Я сблизился с Илларионом Николаевичем в начале 20-х годов в Харькове, на гастролях Первой студии Московского Художественного театра, где мы оба работали. <...>
Встречи наши были удивительно откровенными и товарищескими. Мы касались самых разных тем. Конечно, главным образом, театральных. Мне было странно подумать, что это тот самый великий актер Певцов, покоривший Москву еще в военные 1915–1916 годы исполнением ролей Побяржина и клоуна Тота, а затем и Павла Первого, и Генриха Тиля в «Собачьем вальсе» Л. Андреева и андреевского же «Саввы»...
При всем великолепии актерского состава Московского Драматического театра (Блюменталь-Тамарина, Радин, Можжухину, Полевицкая, Борисов и др.!) Певцов достиг особого, гастрольного — в хорошем смысле слова — положения в этом очень сильном по тому времени московском театре. На него шла публика. О нем писала пресса. Особенно хорошо играл он в пьесах Леонида Андреева. Но, пожалуй, лучшей его ролью был Павел Первый. Единственной моей встречей с ним на сцене и оказалась встреча именно в этой пьесе.

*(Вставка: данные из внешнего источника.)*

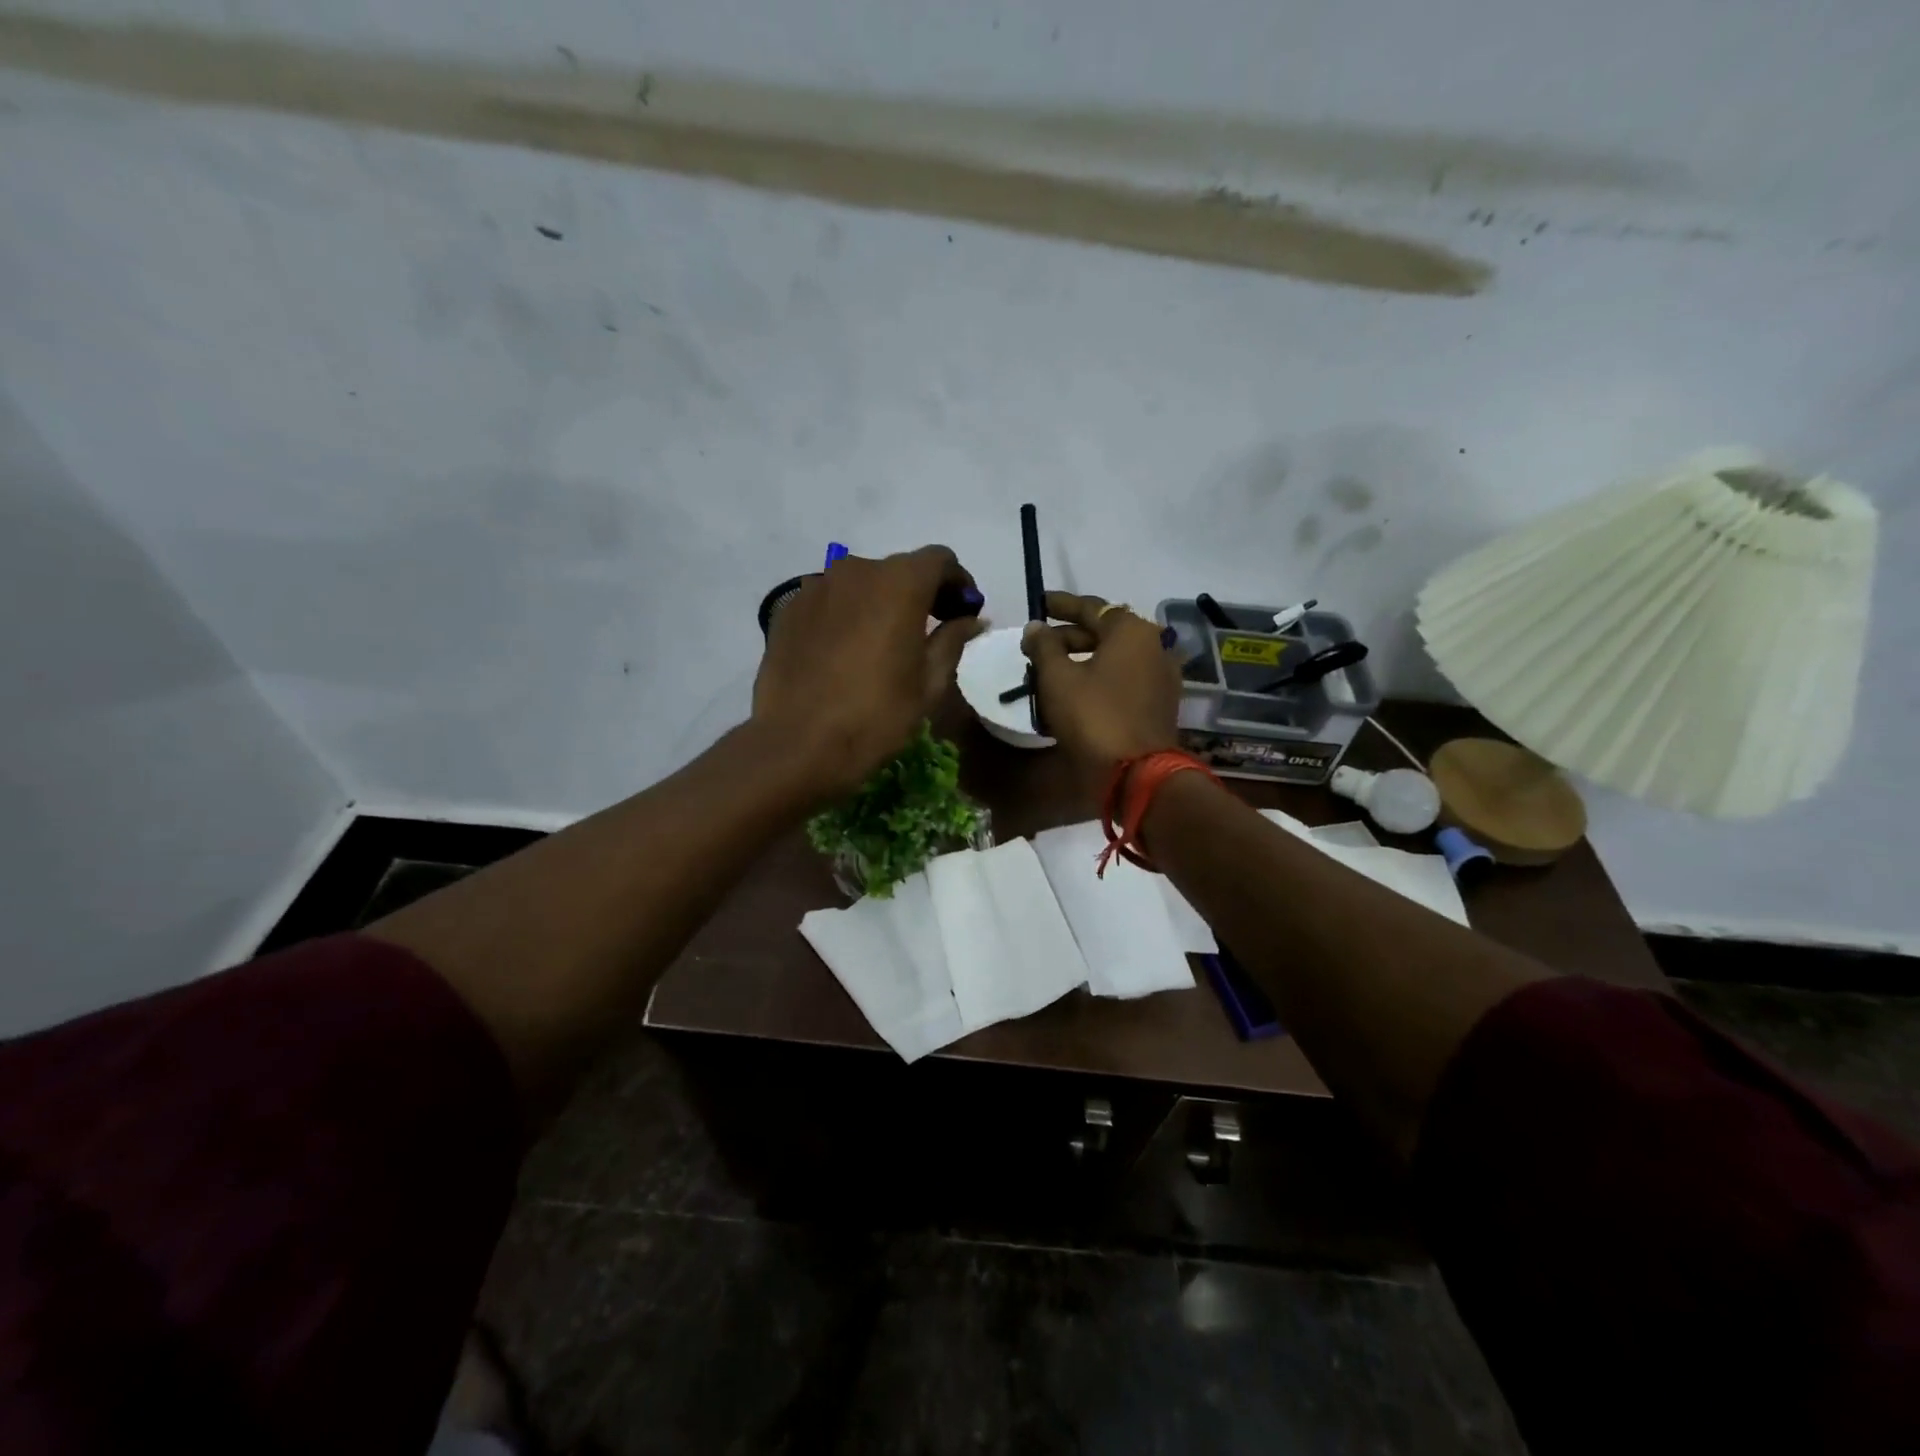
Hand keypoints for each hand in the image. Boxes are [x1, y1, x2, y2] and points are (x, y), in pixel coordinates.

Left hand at [752, 545, 984, 802]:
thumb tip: (973, 619)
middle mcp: (856, 571)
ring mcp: (816, 587)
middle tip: (929, 629)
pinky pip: (829, 602)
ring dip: (879, 603)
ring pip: (860, 584)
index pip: (939, 560)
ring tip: (882, 643)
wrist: (798, 744)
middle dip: (920, 593)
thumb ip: (953, 640)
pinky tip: (845, 653)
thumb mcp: (929, 683)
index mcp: (899, 583)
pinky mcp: (789, 609)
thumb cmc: (876, 715)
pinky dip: (846, 616)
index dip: (958, 582)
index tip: (963, 611)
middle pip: (898, 570)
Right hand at [1022, 591, 1181, 784]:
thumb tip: (1035, 626)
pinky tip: (1075, 691)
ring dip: (1083, 658)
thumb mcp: (1057, 678)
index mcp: (1131, 631)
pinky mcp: (1159, 703)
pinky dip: (1099, 677)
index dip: (1061, 605)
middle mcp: (1153, 645)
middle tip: (1038, 644)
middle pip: (1105, 632)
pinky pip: (1124, 678)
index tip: (1040, 603)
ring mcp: (1160, 676)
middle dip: (1069, 636)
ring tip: (1051, 669)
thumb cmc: (1093, 716)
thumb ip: (1044, 646)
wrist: (1136, 773)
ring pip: (1114, 657)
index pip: (1092, 607)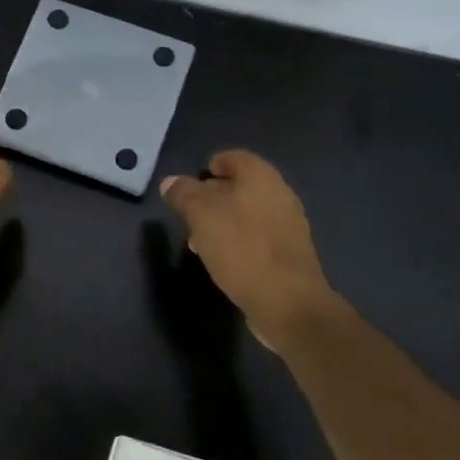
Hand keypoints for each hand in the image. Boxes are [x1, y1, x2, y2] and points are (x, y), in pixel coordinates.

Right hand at [160, 151, 335, 352]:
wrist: (288, 301)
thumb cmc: (242, 249)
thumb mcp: (201, 216)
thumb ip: (184, 194)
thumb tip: (170, 182)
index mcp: (261, 177)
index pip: (232, 158)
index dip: (208, 168)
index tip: (188, 188)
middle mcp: (279, 194)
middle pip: (240, 186)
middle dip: (211, 199)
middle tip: (188, 217)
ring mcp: (288, 225)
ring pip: (247, 213)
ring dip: (222, 223)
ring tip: (200, 243)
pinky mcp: (289, 253)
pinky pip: (258, 237)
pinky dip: (238, 242)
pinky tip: (224, 261)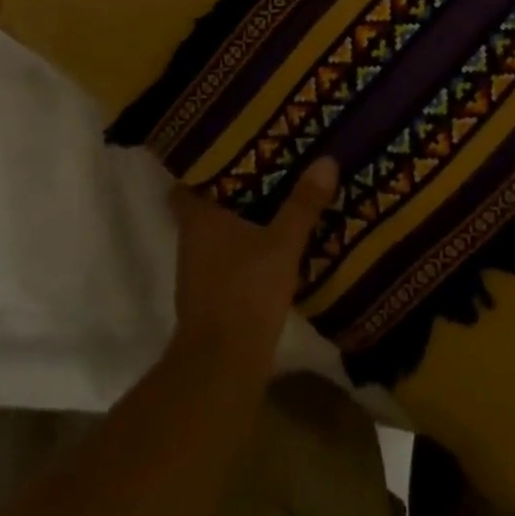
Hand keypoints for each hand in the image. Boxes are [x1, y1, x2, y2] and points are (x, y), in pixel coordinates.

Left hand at [168, 159, 339, 372]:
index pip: (188, 183)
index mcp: (199, 219)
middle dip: (233, 187)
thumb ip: (302, 204)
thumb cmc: (245, 292)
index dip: (204, 165)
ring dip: (241, 217)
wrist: (222, 368)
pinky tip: (273, 241)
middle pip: (207, 205)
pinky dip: (245, 246)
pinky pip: (228, 257)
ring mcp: (199, 272)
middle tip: (265, 164)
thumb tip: (326, 159)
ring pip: (219, 232)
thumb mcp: (282, 244)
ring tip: (275, 196)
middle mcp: (192, 241)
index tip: (229, 147)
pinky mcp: (213, 296)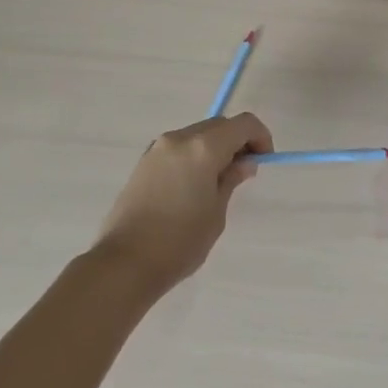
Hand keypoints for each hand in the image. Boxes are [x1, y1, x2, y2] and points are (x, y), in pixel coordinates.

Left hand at [93, 113, 272, 292]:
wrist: (123, 263)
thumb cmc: (179, 242)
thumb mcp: (216, 213)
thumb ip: (231, 179)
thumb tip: (244, 163)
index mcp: (203, 147)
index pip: (242, 124)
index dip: (260, 136)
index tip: (264, 160)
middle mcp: (179, 138)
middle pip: (219, 125)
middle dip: (237, 141)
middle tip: (244, 171)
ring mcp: (157, 148)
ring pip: (197, 135)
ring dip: (214, 147)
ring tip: (217, 181)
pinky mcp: (143, 162)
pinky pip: (178, 148)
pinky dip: (194, 155)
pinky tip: (193, 186)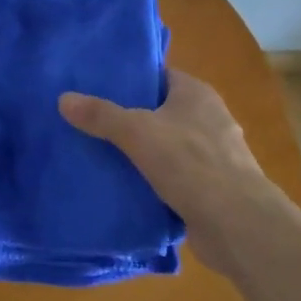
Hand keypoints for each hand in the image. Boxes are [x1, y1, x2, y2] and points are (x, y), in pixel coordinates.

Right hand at [60, 69, 286, 272]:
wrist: (237, 224)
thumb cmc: (190, 163)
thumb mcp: (137, 132)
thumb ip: (101, 115)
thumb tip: (63, 98)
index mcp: (197, 94)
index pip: (159, 75)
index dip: (130, 78)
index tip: (96, 85)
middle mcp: (209, 119)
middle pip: (161, 110)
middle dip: (130, 116)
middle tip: (90, 119)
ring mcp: (214, 155)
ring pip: (167, 145)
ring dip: (141, 151)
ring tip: (100, 152)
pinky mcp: (211, 188)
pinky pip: (174, 176)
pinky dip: (153, 179)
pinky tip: (125, 185)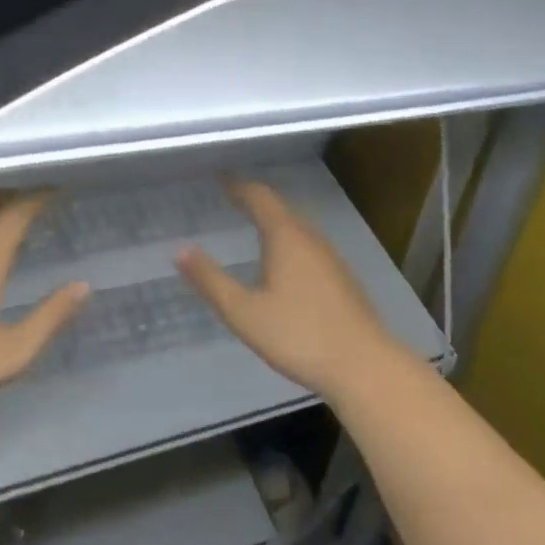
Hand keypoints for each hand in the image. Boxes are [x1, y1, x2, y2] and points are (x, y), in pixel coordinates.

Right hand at [177, 180, 398, 401]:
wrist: (365, 367)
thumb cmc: (298, 335)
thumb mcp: (243, 311)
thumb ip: (210, 280)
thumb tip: (179, 250)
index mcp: (285, 237)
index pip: (259, 197)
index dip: (238, 185)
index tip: (219, 178)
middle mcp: (310, 238)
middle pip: (281, 209)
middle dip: (255, 200)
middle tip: (231, 198)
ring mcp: (331, 258)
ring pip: (298, 228)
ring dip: (274, 221)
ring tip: (252, 225)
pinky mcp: (342, 279)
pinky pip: (308, 246)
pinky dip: (288, 241)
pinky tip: (283, 263)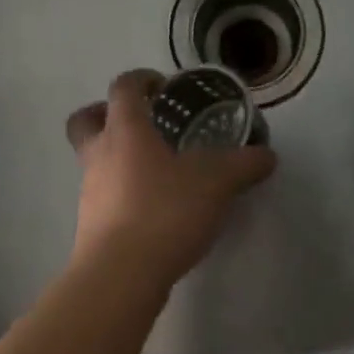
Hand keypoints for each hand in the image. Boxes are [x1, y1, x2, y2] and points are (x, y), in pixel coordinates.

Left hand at [65, 70, 276, 286]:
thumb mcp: (217, 183)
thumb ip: (244, 165)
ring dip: (119, 158)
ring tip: (159, 173)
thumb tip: (267, 156)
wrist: (121, 274)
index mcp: (125, 131)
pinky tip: (155, 210)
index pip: (123, 88)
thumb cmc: (165, 212)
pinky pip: (105, 196)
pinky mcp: (91, 226)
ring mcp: (90, 192)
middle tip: (140, 123)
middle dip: (106, 113)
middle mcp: (99, 155)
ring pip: (95, 161)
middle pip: (86, 120)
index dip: (142, 79)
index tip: (163, 86)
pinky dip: (124, 194)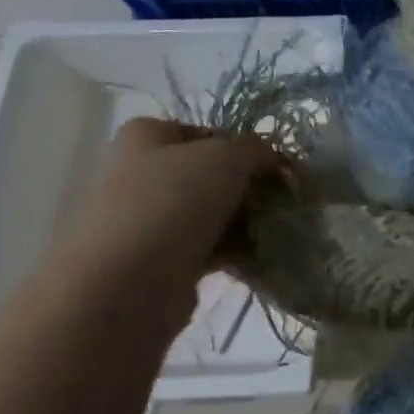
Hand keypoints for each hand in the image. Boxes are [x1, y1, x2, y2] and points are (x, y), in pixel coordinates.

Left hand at [65, 118, 288, 290]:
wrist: (130, 281)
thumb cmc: (174, 200)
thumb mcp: (227, 156)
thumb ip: (256, 150)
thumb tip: (274, 160)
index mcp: (145, 137)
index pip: (205, 133)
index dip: (243, 146)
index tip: (274, 165)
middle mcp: (142, 174)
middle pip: (212, 175)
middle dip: (250, 187)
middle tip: (282, 198)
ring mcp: (151, 220)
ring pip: (214, 213)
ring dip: (247, 221)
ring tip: (277, 229)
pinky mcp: (163, 260)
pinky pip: (211, 248)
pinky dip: (237, 252)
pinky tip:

Устроители его гастрольных выступлений в Твери позвали меня «по дешевке» сыграть в «Павле Первом» без репетиции маленький «выход» какого-то лекаря, что-то коротко докладывающего императору. Помню только, что я все же успел придумать какой-то характерец и кое-какие забавные, как мне казалось, подробности выхода, чем, естественно, задержал ритм действия и уронил тон сцены. Это не на шутку озадачило Певцова. Помню до сих пор его недоумевающий, злой взгляд, каким он, выбившись из роли, смотрел на меня во время моей, слава богу, короткой импровизации. Правда, он не сделал мне потом никакого замечания, да и в дальнейшем ни он, ни я не вспоминали об этой встрече. Возможно, впрочем, что он меня впоследствии не опознал, а я, конечно, и не пытался напоминать о тверском экспромте.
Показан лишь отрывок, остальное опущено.